Task to complete - Every line with the string "linecap" must be copied from the entries below.
++++ Data in this exercise ++++
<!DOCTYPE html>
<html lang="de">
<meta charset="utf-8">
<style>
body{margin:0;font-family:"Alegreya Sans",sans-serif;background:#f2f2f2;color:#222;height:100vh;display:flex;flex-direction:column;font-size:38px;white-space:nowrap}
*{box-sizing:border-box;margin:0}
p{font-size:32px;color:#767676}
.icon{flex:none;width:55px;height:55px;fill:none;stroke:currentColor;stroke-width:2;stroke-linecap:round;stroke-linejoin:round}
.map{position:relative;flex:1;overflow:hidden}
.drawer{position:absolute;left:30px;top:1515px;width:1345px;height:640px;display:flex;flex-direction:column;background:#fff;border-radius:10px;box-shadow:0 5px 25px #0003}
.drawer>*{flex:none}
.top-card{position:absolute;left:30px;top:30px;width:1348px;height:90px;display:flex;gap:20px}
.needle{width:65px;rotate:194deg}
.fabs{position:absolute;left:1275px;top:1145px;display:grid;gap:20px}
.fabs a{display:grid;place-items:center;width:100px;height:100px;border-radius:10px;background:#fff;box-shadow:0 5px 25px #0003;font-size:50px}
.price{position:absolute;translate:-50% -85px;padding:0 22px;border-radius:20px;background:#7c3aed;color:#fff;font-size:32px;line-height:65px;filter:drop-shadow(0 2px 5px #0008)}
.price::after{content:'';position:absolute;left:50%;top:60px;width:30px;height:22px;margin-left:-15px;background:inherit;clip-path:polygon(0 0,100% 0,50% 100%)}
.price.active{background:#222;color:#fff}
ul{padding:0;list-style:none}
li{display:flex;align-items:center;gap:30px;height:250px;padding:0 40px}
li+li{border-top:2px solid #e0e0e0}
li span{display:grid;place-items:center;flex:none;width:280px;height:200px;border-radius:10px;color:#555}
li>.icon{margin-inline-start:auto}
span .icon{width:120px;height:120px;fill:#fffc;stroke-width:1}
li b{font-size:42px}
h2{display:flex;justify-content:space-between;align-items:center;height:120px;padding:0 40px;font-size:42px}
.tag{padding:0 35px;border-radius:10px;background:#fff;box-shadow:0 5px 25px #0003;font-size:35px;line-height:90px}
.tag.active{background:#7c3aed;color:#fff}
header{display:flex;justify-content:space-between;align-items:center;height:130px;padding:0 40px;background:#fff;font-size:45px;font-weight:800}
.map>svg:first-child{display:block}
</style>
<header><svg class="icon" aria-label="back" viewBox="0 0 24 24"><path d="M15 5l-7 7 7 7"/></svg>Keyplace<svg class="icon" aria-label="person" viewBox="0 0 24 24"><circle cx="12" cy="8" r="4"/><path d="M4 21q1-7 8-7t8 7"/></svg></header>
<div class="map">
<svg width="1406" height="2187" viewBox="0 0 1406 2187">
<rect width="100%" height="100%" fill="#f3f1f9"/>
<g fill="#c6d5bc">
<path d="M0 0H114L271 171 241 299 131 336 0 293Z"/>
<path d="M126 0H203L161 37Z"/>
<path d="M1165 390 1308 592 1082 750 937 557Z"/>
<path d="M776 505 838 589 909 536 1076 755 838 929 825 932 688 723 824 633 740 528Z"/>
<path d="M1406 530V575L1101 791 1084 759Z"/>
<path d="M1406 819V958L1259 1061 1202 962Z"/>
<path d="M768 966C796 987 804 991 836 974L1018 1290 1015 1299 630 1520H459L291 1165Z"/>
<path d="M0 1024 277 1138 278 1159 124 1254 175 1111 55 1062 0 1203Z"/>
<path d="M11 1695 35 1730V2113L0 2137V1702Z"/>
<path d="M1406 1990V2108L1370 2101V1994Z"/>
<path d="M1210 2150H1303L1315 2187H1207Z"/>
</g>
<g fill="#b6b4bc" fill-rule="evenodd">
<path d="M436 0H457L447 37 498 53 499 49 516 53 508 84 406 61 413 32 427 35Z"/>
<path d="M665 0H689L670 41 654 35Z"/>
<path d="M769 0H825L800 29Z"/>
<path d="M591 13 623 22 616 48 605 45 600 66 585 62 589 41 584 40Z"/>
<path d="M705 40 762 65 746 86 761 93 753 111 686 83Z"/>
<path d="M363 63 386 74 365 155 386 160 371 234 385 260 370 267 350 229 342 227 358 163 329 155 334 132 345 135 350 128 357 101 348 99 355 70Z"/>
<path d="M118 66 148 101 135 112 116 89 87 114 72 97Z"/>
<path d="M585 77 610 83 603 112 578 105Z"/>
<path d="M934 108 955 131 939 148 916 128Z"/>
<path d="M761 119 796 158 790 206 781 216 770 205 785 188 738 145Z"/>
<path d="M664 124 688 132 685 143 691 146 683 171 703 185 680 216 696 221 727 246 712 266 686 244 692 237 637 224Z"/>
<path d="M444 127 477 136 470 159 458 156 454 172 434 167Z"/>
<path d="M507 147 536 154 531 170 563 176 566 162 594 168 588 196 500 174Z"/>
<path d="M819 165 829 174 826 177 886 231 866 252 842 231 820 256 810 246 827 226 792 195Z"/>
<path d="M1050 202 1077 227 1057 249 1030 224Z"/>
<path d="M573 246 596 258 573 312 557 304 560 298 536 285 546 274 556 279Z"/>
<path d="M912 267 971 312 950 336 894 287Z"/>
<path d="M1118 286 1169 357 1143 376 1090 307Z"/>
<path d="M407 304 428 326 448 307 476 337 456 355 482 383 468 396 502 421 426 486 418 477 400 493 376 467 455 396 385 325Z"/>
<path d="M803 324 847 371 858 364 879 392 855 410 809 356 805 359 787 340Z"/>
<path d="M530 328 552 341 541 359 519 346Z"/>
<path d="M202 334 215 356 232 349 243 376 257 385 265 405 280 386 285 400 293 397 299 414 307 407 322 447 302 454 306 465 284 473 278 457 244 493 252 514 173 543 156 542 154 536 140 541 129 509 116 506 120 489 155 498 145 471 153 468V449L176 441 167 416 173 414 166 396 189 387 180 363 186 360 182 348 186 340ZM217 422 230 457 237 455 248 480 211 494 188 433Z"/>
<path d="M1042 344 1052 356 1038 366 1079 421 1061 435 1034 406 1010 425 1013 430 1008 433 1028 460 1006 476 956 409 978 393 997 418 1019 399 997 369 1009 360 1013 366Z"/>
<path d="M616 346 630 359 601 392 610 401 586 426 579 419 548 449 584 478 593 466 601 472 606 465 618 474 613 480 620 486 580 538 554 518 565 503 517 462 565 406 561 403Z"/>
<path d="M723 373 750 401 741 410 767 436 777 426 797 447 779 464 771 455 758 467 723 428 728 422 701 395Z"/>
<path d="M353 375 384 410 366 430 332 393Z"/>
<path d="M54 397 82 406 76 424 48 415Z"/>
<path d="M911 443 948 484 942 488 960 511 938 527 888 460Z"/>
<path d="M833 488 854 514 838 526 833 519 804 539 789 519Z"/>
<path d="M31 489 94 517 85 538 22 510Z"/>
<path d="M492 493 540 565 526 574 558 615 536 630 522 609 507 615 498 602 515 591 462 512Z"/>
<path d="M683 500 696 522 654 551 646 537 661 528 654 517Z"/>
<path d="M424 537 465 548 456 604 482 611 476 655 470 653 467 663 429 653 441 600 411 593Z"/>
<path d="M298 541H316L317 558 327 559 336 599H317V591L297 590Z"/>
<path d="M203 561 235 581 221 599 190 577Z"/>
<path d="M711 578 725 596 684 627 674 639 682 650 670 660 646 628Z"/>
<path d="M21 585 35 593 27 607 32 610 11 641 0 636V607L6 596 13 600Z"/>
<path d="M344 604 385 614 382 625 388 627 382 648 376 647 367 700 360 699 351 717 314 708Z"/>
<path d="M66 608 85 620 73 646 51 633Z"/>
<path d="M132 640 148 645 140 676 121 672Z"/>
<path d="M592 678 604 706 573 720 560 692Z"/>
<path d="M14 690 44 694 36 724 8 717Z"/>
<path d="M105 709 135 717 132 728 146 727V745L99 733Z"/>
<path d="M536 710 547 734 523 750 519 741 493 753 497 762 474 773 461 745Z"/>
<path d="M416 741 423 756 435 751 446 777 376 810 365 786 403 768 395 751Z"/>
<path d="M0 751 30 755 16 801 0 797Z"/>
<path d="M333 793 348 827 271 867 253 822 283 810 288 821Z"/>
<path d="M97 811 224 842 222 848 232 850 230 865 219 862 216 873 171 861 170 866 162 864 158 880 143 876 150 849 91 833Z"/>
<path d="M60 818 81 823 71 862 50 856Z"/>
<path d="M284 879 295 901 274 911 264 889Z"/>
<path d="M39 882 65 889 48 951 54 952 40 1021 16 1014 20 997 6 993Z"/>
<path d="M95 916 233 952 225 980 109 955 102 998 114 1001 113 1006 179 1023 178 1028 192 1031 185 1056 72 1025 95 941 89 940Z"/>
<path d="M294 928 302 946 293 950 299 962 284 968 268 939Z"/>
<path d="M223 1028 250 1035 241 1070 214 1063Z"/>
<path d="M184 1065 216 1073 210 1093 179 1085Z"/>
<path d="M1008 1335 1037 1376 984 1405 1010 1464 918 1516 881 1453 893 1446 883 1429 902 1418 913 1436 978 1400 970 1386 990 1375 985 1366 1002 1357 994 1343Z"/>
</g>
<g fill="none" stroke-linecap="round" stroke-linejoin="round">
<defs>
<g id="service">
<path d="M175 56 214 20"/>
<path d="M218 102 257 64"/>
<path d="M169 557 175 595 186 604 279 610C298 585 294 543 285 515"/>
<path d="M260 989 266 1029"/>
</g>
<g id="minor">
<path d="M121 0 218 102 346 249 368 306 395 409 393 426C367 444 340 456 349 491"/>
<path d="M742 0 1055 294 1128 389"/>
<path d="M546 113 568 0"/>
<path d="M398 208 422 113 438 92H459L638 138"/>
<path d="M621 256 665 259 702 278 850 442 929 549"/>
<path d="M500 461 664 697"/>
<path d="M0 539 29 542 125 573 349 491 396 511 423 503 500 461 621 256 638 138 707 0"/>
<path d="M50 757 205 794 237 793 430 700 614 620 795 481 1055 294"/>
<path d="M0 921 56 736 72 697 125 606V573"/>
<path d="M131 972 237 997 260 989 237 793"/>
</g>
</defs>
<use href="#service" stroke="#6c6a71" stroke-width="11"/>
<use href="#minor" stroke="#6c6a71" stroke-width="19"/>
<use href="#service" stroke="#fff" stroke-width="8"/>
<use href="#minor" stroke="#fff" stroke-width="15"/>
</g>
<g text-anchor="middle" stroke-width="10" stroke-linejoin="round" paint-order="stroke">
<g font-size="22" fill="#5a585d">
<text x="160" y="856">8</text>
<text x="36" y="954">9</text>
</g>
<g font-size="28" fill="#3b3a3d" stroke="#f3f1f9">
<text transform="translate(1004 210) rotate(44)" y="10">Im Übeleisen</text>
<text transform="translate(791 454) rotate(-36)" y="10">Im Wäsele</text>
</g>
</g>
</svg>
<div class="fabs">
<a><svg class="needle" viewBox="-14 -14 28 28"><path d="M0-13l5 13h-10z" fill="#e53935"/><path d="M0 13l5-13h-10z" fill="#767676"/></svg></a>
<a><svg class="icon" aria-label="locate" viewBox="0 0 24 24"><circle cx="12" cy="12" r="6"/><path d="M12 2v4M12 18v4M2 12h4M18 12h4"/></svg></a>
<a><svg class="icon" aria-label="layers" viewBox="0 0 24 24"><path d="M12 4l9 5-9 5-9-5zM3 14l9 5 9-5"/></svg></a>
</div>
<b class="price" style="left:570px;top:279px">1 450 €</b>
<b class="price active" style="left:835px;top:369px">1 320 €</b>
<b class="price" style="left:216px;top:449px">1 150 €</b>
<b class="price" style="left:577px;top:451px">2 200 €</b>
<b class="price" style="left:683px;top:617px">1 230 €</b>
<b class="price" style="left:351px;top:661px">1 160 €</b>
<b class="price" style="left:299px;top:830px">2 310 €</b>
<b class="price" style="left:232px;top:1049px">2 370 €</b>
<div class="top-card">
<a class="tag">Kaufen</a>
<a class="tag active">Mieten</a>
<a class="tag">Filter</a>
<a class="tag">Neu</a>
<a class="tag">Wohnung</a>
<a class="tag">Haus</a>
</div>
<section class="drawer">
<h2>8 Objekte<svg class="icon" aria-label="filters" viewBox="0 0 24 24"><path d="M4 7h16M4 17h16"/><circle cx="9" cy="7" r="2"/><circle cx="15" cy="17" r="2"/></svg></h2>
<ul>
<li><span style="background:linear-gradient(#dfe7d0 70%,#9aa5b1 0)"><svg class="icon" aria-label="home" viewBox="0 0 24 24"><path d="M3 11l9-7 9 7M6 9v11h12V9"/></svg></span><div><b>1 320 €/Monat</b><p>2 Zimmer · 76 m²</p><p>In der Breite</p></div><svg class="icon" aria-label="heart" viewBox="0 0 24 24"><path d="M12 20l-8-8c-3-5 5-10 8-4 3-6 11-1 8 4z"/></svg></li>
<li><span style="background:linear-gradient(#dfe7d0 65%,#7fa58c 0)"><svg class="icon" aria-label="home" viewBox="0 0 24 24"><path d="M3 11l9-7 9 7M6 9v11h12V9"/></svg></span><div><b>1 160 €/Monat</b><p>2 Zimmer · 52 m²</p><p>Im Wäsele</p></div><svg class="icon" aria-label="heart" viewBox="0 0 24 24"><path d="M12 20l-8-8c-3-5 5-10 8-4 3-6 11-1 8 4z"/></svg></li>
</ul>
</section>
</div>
++++
Solution for this exercise -
.icon{flex:none;width:55px;height:55px;fill:none;stroke:currentColor;stroke-width:2;stroke-linecap:round;stroke-linejoin:round}
<g fill="none" stroke-linecap="round" stroke-linejoin="round">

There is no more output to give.